→ **Exercise goal**:
Copy each line of the entries beneath that contains the word "Източен".

*** Given records ***

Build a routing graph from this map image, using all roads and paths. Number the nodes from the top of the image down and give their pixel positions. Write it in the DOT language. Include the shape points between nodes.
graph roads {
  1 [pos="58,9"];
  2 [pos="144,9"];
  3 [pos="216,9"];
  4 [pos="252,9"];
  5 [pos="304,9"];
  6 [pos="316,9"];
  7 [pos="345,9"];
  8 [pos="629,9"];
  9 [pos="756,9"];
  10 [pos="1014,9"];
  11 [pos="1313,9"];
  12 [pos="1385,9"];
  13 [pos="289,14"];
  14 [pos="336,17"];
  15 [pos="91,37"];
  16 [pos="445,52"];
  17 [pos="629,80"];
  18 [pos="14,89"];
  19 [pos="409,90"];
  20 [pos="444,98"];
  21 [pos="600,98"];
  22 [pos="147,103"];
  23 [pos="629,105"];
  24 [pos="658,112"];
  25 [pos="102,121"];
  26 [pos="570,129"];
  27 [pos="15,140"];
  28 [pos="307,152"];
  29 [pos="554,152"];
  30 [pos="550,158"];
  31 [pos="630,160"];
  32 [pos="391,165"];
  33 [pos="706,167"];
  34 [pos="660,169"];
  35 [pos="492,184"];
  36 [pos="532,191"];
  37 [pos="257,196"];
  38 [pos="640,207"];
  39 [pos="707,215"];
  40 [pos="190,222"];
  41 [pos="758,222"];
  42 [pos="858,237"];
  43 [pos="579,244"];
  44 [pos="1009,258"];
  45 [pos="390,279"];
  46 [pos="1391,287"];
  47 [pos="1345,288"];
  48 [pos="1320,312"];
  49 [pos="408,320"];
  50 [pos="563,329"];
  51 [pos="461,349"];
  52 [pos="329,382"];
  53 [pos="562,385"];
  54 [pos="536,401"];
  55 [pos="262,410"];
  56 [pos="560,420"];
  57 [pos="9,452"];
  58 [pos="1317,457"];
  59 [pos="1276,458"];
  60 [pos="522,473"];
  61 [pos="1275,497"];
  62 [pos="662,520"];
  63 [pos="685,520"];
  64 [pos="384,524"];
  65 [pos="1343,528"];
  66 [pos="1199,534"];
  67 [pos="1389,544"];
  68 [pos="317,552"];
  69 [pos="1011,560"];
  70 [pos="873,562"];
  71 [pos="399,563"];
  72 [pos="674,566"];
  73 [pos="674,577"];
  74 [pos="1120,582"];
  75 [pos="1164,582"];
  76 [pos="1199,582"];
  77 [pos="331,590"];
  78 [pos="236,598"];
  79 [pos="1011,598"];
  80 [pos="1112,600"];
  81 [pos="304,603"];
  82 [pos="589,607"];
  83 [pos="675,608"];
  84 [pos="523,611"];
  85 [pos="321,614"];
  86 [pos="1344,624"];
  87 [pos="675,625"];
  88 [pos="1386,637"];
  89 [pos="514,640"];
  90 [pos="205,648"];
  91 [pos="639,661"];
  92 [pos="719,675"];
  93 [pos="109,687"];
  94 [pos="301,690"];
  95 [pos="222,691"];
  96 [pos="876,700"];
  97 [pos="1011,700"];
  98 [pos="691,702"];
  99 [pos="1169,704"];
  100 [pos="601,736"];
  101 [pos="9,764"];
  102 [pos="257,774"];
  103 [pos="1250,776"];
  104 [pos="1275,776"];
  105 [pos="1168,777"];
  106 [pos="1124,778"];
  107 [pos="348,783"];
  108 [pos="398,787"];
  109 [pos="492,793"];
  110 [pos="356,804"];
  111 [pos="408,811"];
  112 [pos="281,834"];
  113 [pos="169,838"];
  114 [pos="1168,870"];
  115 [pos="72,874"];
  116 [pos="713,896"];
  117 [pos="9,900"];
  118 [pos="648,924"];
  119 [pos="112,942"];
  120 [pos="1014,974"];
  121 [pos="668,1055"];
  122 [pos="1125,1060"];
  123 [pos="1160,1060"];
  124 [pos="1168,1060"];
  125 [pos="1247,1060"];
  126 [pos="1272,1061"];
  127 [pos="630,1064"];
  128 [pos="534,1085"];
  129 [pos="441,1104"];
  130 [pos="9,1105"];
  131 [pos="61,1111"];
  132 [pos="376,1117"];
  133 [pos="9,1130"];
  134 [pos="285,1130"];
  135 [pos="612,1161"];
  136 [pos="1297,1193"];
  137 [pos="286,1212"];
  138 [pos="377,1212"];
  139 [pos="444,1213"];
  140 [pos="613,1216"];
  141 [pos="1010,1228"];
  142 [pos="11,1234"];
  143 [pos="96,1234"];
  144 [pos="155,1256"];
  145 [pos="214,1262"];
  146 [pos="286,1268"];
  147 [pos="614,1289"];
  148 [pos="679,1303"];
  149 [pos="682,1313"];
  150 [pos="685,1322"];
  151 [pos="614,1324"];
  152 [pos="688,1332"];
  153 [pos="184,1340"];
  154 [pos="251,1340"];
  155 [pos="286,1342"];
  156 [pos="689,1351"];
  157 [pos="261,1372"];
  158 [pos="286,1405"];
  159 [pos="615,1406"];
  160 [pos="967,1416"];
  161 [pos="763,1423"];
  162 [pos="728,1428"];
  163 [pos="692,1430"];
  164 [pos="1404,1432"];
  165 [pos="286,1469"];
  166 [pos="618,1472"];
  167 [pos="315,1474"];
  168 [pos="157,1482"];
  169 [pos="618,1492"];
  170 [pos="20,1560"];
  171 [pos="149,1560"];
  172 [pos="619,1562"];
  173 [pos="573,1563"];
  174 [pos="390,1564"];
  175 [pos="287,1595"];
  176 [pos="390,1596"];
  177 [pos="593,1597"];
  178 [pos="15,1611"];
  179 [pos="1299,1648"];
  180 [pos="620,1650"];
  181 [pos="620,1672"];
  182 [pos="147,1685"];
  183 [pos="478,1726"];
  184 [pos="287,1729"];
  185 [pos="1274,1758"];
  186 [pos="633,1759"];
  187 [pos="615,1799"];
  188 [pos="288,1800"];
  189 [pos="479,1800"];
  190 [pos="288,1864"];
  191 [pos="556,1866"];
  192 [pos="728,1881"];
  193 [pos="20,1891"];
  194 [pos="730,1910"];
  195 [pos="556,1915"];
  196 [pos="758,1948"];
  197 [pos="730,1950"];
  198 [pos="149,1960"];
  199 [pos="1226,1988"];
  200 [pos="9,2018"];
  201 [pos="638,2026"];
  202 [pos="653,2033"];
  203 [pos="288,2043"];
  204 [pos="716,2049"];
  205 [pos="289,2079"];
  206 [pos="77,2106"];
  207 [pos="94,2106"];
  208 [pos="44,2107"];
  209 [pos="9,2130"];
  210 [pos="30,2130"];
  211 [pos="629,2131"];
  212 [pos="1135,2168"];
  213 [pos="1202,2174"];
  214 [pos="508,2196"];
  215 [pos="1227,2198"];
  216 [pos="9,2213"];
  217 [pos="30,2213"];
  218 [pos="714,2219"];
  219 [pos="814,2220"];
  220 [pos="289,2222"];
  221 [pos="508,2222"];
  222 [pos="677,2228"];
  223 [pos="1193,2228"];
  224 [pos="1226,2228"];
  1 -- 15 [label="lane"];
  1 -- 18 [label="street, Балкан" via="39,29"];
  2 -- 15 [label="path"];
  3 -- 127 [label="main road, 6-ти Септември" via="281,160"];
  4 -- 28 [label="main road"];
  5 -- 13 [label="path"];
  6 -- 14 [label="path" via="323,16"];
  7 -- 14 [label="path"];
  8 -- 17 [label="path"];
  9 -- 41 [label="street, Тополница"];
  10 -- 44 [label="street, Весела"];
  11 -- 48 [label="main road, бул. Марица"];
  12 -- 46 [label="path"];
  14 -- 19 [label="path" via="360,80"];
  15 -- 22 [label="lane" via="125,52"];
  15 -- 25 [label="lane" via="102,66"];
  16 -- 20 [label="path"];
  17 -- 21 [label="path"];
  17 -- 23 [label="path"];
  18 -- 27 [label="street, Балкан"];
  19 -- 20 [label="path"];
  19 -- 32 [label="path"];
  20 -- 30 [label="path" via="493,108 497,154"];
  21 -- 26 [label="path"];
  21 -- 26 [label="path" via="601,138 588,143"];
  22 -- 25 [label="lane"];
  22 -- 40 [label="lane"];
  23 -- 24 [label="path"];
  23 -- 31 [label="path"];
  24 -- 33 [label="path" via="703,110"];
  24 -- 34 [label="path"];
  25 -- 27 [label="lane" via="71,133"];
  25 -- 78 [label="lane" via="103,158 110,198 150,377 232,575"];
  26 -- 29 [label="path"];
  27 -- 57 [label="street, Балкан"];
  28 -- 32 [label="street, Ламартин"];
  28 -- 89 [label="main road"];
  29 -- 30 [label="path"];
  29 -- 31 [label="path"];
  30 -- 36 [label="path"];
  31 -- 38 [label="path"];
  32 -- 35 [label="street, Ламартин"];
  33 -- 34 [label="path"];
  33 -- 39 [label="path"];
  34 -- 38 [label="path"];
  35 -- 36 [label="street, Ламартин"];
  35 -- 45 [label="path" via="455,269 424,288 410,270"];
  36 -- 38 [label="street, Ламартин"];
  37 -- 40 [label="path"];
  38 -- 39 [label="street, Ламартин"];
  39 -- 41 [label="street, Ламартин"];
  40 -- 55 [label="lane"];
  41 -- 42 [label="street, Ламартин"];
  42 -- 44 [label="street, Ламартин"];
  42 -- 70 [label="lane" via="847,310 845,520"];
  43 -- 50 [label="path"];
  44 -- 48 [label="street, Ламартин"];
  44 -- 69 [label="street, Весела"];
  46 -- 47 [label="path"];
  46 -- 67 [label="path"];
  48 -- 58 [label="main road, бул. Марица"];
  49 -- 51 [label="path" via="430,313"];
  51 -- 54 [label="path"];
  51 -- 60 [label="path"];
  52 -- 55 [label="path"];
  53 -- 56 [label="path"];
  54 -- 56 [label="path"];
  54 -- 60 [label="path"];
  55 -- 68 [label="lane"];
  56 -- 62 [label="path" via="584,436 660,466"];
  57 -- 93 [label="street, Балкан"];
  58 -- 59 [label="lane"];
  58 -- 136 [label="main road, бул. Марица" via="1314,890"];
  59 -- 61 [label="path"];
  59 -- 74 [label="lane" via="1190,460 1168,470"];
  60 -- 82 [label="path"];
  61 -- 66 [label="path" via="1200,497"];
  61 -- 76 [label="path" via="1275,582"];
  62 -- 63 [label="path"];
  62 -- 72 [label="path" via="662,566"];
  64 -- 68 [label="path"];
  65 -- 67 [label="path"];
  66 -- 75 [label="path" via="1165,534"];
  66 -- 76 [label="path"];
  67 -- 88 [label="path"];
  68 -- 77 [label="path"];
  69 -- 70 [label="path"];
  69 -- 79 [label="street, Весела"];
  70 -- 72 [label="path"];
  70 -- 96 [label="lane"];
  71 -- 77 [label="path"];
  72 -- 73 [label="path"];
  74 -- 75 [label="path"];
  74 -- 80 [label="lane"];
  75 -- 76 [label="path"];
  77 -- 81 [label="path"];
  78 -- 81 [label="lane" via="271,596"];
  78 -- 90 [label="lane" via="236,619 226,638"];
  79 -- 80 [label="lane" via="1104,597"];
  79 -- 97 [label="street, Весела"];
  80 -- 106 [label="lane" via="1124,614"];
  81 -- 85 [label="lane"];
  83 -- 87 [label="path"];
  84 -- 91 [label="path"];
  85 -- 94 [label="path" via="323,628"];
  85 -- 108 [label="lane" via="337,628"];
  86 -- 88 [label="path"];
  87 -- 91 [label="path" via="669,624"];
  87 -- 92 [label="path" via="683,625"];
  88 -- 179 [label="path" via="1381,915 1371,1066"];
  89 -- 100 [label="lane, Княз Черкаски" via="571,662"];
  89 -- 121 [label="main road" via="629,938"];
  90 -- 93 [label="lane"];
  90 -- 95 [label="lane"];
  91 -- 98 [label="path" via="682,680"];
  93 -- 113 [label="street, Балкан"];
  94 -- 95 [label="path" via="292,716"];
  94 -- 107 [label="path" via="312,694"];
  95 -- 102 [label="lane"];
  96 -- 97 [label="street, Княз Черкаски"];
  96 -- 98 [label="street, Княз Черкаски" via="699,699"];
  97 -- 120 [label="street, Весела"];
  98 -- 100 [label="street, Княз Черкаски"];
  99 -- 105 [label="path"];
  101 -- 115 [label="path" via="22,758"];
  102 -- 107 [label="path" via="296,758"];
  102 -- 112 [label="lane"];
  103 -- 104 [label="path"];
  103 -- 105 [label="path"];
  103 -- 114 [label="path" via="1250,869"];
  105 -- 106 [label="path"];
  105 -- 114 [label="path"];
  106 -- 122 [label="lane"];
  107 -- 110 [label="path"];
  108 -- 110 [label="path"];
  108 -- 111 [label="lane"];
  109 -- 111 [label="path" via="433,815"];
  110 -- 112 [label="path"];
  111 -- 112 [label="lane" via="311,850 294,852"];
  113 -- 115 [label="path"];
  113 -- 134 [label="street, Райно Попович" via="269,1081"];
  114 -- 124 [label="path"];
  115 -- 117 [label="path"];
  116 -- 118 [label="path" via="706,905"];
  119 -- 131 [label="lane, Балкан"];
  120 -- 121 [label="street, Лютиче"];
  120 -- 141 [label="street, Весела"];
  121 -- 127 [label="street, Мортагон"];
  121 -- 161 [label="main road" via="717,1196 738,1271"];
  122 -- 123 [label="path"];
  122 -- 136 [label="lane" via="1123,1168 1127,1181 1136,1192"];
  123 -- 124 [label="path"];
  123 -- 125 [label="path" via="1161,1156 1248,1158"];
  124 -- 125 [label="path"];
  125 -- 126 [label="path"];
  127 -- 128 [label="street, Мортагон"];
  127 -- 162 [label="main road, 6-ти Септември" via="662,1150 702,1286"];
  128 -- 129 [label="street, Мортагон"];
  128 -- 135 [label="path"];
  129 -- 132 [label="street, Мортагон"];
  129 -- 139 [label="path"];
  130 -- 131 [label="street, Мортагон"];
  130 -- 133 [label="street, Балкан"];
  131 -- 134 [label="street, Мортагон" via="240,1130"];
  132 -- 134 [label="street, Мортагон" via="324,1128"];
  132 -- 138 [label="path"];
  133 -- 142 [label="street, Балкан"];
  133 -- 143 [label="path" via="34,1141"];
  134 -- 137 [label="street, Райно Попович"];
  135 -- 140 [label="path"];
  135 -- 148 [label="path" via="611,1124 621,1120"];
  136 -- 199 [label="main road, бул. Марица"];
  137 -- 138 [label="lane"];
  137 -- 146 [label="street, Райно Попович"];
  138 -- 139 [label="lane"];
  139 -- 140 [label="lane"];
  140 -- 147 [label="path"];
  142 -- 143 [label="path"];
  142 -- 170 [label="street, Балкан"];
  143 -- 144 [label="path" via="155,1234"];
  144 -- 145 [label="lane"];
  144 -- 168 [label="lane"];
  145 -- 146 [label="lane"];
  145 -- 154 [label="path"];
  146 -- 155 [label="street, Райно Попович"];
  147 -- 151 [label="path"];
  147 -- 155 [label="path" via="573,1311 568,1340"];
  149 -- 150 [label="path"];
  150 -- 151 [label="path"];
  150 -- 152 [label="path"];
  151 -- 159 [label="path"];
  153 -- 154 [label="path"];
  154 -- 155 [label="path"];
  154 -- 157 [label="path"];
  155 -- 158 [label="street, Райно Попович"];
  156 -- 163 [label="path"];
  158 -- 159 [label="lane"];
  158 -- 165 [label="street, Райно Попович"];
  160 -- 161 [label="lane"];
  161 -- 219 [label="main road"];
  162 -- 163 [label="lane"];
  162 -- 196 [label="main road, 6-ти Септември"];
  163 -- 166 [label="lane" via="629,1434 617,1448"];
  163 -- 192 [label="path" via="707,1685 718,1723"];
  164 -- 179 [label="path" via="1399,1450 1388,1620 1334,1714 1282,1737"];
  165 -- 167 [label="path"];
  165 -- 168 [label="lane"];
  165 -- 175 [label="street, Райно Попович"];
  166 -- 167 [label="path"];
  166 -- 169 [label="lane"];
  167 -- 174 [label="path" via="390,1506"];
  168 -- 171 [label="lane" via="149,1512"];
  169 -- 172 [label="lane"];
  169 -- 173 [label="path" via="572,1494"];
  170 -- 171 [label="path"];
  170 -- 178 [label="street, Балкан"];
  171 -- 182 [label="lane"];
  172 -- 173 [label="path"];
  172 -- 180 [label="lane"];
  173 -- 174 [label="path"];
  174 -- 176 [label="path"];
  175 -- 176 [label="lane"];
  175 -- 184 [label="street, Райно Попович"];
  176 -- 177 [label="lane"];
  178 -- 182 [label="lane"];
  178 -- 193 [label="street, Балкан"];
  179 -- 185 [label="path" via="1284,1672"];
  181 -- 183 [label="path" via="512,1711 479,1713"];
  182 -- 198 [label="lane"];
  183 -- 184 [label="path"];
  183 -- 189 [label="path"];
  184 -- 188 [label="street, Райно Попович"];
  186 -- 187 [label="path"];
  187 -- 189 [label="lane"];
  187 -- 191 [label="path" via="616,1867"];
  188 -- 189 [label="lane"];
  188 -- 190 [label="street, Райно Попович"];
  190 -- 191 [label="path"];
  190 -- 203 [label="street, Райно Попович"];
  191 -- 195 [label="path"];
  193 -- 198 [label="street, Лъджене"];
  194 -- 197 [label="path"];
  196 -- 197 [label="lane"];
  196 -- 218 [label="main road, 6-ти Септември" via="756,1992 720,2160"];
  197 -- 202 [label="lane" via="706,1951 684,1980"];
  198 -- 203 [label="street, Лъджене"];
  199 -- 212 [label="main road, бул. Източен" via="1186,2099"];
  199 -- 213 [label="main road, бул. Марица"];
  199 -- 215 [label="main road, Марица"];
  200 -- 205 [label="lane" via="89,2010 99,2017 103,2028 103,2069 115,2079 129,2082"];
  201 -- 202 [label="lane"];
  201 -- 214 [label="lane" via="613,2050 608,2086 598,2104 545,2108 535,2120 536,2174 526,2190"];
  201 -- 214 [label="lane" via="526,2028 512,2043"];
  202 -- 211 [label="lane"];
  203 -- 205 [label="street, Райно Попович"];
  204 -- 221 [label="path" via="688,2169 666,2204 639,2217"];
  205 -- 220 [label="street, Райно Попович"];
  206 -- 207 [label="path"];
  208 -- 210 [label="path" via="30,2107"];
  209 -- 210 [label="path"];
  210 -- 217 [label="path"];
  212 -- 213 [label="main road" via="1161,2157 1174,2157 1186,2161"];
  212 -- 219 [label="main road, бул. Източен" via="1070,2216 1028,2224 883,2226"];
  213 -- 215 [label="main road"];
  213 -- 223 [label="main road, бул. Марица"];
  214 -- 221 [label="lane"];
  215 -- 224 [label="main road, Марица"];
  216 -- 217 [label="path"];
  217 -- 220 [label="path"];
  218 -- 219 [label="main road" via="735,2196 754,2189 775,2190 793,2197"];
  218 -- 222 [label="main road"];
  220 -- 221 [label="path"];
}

***

→ **Response to this exercise**:
  199 -- 212 [label="main road, бул. Източен" via="1186,2099"];
  212 -- 219 [label="main road, бул. Източен" via="1070,2216 1028,2224 883,2226"];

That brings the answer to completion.